## TASK DIRECTIONS
Return verbatim the run of lines that opens with the line holding "Build a routing" and closes with the last line of the records.

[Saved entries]
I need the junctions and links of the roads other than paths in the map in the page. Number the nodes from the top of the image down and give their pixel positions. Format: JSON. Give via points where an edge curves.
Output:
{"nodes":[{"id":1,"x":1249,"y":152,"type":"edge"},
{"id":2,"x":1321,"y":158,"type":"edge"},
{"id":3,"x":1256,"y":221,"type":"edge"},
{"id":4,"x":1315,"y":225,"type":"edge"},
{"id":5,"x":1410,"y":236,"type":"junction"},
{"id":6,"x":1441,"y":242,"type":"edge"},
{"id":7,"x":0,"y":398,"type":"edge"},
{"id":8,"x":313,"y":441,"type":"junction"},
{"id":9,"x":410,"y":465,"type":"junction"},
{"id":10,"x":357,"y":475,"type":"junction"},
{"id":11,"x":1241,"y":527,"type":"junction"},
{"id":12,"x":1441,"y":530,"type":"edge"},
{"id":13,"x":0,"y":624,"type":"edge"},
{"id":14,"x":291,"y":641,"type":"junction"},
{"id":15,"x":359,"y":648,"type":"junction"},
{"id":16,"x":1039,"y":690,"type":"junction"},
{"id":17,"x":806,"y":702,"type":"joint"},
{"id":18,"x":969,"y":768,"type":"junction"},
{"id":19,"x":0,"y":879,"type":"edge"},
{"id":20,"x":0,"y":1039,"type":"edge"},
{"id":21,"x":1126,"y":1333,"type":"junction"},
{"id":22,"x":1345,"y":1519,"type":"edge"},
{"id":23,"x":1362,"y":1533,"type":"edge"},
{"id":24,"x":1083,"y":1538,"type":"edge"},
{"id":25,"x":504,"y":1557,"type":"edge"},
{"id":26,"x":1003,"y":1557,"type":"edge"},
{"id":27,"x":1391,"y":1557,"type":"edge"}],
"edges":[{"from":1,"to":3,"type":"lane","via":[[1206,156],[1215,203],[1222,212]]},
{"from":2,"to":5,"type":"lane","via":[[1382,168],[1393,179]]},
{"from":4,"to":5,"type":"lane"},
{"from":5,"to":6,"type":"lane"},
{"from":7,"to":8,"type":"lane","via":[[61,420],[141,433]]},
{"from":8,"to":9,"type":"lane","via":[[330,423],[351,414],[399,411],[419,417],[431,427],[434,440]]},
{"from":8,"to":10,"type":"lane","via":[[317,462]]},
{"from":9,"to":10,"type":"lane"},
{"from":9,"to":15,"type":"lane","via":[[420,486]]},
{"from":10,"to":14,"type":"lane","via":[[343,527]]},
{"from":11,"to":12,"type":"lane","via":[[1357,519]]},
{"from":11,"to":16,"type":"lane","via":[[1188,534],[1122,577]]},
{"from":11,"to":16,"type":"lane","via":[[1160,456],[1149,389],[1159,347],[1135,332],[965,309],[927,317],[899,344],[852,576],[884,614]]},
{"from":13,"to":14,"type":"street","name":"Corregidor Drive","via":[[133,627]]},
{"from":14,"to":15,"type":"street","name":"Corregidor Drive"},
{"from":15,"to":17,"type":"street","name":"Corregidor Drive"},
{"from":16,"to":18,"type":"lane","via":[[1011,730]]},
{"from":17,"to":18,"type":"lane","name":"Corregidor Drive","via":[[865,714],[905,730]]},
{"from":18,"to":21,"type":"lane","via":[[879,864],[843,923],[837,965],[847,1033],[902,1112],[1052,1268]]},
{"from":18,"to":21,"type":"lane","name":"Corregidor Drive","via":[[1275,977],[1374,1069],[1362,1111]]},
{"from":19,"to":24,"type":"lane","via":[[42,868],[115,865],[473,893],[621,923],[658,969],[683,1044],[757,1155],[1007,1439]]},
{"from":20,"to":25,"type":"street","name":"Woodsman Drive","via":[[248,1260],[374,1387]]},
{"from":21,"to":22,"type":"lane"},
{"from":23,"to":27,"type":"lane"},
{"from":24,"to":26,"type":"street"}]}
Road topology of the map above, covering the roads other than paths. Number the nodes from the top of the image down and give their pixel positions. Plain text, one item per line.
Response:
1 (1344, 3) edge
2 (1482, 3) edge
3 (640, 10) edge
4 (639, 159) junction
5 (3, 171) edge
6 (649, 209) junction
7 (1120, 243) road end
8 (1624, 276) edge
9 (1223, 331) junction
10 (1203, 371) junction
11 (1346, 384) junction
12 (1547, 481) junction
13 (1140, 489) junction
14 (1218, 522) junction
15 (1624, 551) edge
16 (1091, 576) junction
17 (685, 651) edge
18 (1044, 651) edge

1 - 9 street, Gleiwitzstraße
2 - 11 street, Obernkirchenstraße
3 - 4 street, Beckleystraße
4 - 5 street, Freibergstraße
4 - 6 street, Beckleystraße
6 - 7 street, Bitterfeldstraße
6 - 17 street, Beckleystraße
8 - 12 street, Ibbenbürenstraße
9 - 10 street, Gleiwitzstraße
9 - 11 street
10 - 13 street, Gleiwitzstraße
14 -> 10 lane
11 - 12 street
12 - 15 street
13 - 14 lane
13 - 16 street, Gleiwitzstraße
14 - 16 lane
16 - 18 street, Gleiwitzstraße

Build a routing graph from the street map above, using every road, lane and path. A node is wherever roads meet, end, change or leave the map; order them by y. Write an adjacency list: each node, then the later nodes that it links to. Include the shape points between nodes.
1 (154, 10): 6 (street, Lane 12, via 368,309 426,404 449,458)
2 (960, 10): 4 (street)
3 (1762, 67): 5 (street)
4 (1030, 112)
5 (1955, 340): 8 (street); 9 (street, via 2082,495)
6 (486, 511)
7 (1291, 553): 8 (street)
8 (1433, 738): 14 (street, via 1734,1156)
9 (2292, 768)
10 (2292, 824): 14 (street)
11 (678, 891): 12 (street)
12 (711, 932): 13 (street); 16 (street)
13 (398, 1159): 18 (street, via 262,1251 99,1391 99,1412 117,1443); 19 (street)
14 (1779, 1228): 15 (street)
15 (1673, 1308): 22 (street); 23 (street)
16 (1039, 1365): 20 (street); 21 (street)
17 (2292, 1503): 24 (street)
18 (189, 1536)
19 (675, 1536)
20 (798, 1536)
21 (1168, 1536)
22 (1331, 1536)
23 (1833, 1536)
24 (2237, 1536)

## ANSWER BELOW
Build a routing graph from the street map above, using every road, lane and path. A node is wherever roads meet, end, change or leave the map; order them by y. Write an adjacency list: each node, then the later nodes that it links to. Include the shape points between nodes.
1 (154, 10): 6 (street, Lane 12, via 368,309 426,404 449,458)
2 (960, 10): 4 (street)
3 (1762, 67): 5 (street)
4 (1030, 112)
5 (1955, 340): 8 (street); 9 (street, via 2082,495)
6 (486, 511)
7 (1291, 553): 8 (street)
8 (1433, 738): 14 (street, via 1734,1156)
9 (2292, 768)
10 (2292, 824): 14 (street)
11 (678, 891): 12 (street)
12 (711, 932): 13 (street); 16 (street)
13 (398, 1159): 18 (street, via 262,1251 99,1391 99,1412 117,1443); 19 (street)
14 (1779, 1228): 15 (street)
15 (1673, 1308): 22 (street); 23 (street)
16 (1039, 1365): 20 (street); 21 (street)
17 (2292, 1503): 24 (street)
18 (189, 1536)
19 (675, 1536)
20 (798, 1536)
21 (1168, 1536)
22 (1331, 1536)
23 (1833, 1536)
24 (2237, 1536)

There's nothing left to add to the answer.